## Data excerpts

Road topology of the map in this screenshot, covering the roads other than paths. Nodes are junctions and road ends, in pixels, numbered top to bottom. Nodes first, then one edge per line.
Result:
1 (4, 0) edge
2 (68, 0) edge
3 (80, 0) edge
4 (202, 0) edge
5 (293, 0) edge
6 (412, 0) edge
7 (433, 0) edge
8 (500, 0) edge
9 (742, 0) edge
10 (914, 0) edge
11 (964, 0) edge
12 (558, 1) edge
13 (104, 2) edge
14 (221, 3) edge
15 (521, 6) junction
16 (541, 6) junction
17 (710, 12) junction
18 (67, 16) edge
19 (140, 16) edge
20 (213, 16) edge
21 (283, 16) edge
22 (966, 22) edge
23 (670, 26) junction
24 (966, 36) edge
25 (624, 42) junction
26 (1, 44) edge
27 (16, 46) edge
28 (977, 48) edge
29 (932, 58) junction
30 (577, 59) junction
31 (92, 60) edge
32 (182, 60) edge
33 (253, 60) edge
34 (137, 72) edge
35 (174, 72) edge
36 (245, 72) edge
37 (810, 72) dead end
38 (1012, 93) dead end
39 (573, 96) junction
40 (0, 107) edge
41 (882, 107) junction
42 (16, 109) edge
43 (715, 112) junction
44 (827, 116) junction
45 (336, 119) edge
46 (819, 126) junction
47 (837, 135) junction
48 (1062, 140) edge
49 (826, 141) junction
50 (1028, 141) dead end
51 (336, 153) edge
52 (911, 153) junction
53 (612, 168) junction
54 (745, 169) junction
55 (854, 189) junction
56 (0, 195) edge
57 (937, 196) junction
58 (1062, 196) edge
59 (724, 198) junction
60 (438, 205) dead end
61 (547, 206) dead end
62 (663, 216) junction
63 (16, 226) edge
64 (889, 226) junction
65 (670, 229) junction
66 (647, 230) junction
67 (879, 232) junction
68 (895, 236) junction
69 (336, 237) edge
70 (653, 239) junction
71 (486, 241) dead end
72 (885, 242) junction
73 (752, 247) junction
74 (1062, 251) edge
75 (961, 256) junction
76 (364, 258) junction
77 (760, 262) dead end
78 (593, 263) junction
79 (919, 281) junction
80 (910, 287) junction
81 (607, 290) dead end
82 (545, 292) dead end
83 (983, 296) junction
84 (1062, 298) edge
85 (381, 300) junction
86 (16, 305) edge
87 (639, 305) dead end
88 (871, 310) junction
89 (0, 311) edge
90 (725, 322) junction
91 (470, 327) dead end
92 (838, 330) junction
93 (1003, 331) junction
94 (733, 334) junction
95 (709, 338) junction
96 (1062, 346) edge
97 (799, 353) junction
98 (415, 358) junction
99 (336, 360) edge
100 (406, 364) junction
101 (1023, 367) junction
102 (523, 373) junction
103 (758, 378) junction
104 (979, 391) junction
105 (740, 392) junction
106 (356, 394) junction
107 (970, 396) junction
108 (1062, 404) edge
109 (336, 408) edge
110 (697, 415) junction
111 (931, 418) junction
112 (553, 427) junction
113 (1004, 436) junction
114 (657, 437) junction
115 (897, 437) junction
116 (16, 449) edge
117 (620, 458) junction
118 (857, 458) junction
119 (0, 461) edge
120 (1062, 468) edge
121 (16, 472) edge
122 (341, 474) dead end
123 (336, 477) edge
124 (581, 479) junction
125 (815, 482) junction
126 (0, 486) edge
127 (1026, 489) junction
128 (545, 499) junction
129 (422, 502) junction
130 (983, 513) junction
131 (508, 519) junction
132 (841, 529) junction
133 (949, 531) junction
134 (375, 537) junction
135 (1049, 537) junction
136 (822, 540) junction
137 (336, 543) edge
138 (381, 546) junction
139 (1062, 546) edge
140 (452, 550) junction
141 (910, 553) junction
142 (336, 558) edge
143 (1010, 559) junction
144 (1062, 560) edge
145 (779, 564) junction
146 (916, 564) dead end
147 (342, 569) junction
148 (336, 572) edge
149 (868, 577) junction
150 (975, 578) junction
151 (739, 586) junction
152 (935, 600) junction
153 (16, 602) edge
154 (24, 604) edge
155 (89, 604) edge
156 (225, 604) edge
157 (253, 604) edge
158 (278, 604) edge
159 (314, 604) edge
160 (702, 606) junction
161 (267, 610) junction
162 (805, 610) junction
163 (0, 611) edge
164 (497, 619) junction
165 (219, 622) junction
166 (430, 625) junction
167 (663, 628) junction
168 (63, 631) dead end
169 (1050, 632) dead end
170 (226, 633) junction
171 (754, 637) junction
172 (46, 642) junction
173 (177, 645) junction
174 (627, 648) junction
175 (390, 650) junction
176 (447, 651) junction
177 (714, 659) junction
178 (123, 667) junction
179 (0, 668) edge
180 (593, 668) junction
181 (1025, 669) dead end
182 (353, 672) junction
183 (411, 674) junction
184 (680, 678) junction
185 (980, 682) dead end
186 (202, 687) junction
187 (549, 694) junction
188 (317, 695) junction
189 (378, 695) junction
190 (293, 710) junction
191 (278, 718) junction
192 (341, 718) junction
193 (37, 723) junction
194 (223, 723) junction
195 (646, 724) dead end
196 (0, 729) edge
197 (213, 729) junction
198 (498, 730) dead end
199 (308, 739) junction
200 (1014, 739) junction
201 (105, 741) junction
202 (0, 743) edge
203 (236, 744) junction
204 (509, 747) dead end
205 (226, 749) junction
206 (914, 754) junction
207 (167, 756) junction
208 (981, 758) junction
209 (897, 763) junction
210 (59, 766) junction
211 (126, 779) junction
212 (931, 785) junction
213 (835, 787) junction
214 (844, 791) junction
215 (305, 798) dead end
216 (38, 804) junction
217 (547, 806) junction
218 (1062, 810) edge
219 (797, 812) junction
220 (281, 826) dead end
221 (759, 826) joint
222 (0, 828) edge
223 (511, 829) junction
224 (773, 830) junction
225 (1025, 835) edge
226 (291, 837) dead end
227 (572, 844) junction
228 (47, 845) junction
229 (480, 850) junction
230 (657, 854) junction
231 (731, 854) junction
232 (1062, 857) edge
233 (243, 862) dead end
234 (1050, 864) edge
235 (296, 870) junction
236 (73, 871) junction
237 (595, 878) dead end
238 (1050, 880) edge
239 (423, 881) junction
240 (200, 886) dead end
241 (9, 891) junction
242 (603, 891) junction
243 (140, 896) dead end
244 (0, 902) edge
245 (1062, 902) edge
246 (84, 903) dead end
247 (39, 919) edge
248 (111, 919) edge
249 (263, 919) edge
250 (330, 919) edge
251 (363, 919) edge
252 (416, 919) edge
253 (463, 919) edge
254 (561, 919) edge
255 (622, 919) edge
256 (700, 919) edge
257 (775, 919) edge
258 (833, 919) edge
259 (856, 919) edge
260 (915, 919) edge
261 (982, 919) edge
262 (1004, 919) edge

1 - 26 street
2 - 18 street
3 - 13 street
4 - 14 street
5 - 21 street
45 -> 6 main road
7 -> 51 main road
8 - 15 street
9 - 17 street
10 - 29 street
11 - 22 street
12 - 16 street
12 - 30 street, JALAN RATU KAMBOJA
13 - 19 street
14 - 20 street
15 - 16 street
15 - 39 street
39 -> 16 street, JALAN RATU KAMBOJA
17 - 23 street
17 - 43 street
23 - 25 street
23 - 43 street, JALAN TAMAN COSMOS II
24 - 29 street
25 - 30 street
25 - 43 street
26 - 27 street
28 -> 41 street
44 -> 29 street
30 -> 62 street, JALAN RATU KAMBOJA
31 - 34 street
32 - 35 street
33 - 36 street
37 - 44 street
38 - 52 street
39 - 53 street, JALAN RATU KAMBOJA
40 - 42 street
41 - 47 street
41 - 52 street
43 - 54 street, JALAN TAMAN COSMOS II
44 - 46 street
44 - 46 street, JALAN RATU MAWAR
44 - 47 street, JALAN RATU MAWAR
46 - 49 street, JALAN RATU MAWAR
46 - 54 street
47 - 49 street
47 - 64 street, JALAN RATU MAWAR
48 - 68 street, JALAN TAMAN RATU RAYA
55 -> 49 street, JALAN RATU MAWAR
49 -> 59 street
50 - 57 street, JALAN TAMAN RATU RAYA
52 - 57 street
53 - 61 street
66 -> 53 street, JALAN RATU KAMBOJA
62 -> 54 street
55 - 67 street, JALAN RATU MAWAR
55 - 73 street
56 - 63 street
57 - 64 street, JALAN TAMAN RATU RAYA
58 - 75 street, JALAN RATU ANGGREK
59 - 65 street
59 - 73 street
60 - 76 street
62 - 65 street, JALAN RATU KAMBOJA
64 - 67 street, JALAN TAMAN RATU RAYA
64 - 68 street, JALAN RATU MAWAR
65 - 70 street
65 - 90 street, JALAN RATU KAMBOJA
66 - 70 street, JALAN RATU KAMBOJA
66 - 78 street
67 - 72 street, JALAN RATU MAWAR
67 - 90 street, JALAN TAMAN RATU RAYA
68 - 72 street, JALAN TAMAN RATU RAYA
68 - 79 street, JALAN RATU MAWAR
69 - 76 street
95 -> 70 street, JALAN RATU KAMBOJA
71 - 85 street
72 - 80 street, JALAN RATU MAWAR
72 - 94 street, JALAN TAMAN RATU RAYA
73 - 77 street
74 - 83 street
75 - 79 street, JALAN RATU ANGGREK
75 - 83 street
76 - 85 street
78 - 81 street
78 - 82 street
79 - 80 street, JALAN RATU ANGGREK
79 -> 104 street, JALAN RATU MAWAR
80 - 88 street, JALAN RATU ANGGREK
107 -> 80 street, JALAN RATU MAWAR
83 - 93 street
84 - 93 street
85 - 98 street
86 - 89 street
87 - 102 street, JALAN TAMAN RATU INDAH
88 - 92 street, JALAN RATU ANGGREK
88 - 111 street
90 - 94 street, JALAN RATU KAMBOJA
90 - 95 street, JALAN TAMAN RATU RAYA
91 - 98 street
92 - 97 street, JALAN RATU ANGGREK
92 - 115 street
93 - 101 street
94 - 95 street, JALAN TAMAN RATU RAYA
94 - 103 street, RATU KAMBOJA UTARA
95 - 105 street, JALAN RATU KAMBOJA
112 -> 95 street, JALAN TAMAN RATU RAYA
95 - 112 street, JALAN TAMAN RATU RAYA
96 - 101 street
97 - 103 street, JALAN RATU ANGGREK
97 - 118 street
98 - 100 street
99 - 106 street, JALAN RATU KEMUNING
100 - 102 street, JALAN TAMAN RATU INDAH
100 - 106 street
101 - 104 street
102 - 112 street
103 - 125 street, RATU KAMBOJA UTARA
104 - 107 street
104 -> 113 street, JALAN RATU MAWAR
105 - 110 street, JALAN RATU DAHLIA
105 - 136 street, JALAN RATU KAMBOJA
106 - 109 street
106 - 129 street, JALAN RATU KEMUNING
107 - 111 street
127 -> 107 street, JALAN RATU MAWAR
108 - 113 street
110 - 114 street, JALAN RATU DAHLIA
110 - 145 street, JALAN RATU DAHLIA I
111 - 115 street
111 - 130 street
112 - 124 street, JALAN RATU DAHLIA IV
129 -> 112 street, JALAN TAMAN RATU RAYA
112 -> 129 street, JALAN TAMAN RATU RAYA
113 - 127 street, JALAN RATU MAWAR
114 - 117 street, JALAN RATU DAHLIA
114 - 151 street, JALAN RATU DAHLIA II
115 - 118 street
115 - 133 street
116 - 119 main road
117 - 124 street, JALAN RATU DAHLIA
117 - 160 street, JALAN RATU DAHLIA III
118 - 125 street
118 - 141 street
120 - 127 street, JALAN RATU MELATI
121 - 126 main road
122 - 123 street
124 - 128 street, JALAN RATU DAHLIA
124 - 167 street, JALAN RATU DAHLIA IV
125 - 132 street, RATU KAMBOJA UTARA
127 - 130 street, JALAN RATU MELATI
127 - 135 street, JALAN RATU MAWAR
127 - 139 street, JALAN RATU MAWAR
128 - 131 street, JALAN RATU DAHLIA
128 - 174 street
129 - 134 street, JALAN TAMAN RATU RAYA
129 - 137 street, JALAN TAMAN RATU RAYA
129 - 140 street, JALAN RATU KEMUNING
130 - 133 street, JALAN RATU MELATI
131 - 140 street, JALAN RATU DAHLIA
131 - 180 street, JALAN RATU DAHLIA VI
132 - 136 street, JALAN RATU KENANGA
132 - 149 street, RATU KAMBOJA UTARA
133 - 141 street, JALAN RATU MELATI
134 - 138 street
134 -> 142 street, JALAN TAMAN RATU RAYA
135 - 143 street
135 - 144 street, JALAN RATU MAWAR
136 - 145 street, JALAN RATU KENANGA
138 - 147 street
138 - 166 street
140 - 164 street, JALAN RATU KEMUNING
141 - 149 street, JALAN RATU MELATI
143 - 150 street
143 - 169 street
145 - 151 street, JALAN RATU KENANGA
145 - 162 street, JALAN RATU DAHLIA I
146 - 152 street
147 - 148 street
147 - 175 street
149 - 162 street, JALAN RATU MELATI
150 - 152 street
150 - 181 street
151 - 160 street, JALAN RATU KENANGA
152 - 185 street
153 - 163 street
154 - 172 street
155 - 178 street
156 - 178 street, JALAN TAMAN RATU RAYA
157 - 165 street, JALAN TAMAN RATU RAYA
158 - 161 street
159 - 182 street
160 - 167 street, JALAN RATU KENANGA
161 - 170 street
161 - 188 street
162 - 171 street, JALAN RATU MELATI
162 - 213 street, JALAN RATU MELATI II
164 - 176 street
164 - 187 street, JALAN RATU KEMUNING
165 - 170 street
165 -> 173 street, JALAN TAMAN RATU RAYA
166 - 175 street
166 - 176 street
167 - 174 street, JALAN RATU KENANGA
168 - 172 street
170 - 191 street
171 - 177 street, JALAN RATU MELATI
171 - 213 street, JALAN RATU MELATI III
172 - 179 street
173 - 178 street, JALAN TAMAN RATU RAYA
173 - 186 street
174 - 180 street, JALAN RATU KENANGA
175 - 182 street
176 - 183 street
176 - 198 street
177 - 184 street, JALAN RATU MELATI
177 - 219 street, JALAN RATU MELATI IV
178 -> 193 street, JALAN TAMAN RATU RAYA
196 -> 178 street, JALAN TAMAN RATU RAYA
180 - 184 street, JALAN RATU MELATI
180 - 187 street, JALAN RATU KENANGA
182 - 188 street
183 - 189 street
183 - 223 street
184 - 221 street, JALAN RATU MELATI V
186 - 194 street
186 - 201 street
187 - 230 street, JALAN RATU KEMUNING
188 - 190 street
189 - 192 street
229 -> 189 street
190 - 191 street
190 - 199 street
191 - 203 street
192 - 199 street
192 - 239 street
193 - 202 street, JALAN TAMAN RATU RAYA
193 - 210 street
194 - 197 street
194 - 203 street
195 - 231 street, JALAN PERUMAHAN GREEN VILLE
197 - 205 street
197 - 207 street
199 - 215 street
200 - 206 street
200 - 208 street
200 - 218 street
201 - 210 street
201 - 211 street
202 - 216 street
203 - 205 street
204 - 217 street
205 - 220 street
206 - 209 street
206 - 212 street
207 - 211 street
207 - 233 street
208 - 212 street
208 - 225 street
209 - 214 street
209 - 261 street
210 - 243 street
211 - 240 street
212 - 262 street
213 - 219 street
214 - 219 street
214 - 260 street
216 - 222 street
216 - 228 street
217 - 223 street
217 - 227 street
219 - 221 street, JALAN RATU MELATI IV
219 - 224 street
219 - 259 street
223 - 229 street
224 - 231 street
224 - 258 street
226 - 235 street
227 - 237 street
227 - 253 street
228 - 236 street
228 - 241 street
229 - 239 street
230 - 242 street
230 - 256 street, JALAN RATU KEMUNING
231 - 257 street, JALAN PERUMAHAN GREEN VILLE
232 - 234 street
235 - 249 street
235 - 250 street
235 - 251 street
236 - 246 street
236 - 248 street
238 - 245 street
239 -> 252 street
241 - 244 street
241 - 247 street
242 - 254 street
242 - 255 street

## Exercise details
Report every line in the data that holds "GREEN", copying each one.

## Completed task
195 - 231 street, JALAN PERUMAHAN GREEN VILLE
231 - 257 street, JALAN PERUMAHAN GREEN VILLE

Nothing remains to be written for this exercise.